House Democrats plan first formal vote on impeachment inquiry


The U.S. House of Representatives will hold its first formal vote Thursday on the impeachment inquiry into President Donald Trump, a senior aide said, as Democrats forge ahead with a process that includes public hearings.

The move marks a shift in strategy by Democrats who had insisted for weeks that they did not need a floor vote to proceed with investigation into Trump’s dealings with Ukraine, a posture that angered Republicans who relentlessly attacked the process as unfair.

The chamber will go on record for the first time to “lay out the next steps for the inquiry,” a senior Democratic aide said Monday after House Speaker Nancy Pelosi informed fellow Democrats about the new plan.

The effort appears aimed in part at pushing back against Republican criticism that the investigation was not providing Trump with due process.

“This week, we will bring a resolution to the floor that affirms the ongoing, existing investigation that is currently being conducted by our committees as part of this impeachment inquiry,” Pelosi said in a letter to her caucus.

The measure is likely to pass in the Democratic-controlled House given that 228 Democrats, out of a total 435 House members, are on record supporting impeachment or an impeachment inquiry.

The measure “establishes the procedure for hearings that are open to the American people, authorizes the disclosure of deposition transcripts (and) outlines procedures to transfer evidence to the Judiciary Committee as it considers potential articles of impeachment,” she added.

To date, all witness testimony in the monthlong inquiry has been taken behind closed doors, leading Republicans to slam the process — without merit — as secretive and illegitimate.

The resolution, Pelosi said, also “sets forth due process rights for the President and his Counsel” — steps that Republicans had repeatedly stressed were being ignored by the House’s majority party.

“We are taking this step to eliminate any doubt as to whether the Trump administration may withhold documents, prevent witness testimony, disregard duly authorized subpoenas, or continue obstructing the House of Representatives,” she added.

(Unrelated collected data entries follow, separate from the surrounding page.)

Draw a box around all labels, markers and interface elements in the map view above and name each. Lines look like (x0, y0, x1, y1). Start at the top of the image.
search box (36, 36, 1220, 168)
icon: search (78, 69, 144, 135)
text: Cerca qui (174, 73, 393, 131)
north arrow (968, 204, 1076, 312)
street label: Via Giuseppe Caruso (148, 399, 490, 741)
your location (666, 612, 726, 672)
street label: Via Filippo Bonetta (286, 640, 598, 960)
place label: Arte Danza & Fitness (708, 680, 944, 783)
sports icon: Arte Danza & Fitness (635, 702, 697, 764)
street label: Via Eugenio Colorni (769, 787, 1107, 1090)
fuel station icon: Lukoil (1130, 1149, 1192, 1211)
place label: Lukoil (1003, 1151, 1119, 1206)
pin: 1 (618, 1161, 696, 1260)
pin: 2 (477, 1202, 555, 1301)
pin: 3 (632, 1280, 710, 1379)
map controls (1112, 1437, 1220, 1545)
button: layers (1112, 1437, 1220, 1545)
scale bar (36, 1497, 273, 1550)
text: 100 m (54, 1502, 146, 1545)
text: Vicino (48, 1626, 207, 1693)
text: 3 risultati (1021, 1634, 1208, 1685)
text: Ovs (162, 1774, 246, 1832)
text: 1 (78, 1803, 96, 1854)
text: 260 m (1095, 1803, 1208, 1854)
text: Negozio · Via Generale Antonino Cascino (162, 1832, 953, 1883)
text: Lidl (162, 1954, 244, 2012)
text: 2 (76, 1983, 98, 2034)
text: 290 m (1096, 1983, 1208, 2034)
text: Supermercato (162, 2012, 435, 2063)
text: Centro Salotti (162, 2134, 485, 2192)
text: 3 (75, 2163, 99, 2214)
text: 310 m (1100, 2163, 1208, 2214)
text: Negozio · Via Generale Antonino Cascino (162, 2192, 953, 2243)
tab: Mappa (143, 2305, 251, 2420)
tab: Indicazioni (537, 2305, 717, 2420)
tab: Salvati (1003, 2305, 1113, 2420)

The White House reacted swiftly.

Pelosi “is finally admitting what the rest of America already knew — that Democrats were conducting an unauthorized impeachment proceeding, refusing to give the president due process, and their secret, shady, closed door depositions are completely and irreversibly illegitimate,” Press Secretary Stephanie Grisham said.

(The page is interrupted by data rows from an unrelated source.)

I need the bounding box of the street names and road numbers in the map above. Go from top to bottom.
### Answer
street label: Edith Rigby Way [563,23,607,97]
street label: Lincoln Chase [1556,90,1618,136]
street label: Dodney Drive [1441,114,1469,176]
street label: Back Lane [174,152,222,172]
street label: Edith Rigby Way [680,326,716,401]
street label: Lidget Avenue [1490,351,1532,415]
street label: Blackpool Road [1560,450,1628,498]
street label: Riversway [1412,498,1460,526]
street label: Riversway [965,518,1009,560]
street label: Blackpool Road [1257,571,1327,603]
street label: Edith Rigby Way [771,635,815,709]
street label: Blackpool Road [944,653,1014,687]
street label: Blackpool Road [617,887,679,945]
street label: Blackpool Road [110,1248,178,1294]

Trump himself retweeted his top House lieutenant, Minority Leader Kevin McCarthy, who said “today’s backtracking is an admission that this process has been botched from the start.”

In fact, depositions are often taken in private, to avoid witnesses aligning their stories, and this was the practice during Watergate and, more recently, in the Republicans’ Benghazi investigations.

The House rules allowing for closed-door hearings limited to members of the investigating committees in a secure room were passed by Congress in 2015, when it was controlled by the Republicans.

Pelosi, Trump’s chief adversary in Congress, made her move as the impeachment showdown took an urgent new tone in Washington with a key witness defying a U.S. House subpoena to testify.

The White House has sought to block the appearance by ex-deputy national security advisor Charles Kupperman, who last week took the rare step of filing a lawsuit urging a court to rule on whether he should obey the commands of the executive branch or the legal imperatives of Congress.

Democrats are keen to hear from Kupperman, as he reportedly was on the July 25 telephone call between Trump and his Ukrainian counterpart in which the U.S. leader pushed Kiev to investigate his political opponents.

That request by Trump, and accusations he conditioned nearly $400 million in military aid to Ukraine on the political favor, form the basis of the impeachment inquiry that began five weeks ago and now threatens his presidency.

House Rules Committee chairman Jim McGovern said he would introduce the impeachment inquiry “transparency” measure Tuesday, and that the panel would debate it and hold a preliminary vote on Wednesday. Should it clear the committee, it heads to the floor for a full vote the following day.

Meanwhile, it was revealed that a military official at the National Security Council twice raised concerns over the Trump administration’s push to have Ukraine investigate Democrats and Joe Biden. The concerns were revealed in testimony the official was prepared to deliver Tuesday in the House inquiry.

Alexander Vindman, an army lieutenant colonel who served in Iraq and, later, as a diplomat, is prepared to tell House investigators that he listened to President Donald Trump’s call with new Ukraine President Volodymr Zelenskiy and reported his concerns to the NSC’s lead counsel.

“I did not think it was proper to demand that a foreign government investigate a U.S. citizen, and I was worried about the implications for the U.S. government’s support of Ukraine,” Vindman will say, according to his prepared testimony.

“I realized that if Ukraine pursued an investigation into the Bidens and Burisma, it would likely be interpreted as a partisan play which would undoubtedly result in Ukraine losing the bipartisan support it has thus far maintained. This would all undermine U.S. national security.”

Vindman is the first current White House official set to appear as the impeachment inquiry reaches deeper into the Trump administration and Democrats prepare for the next, public phase of the probe.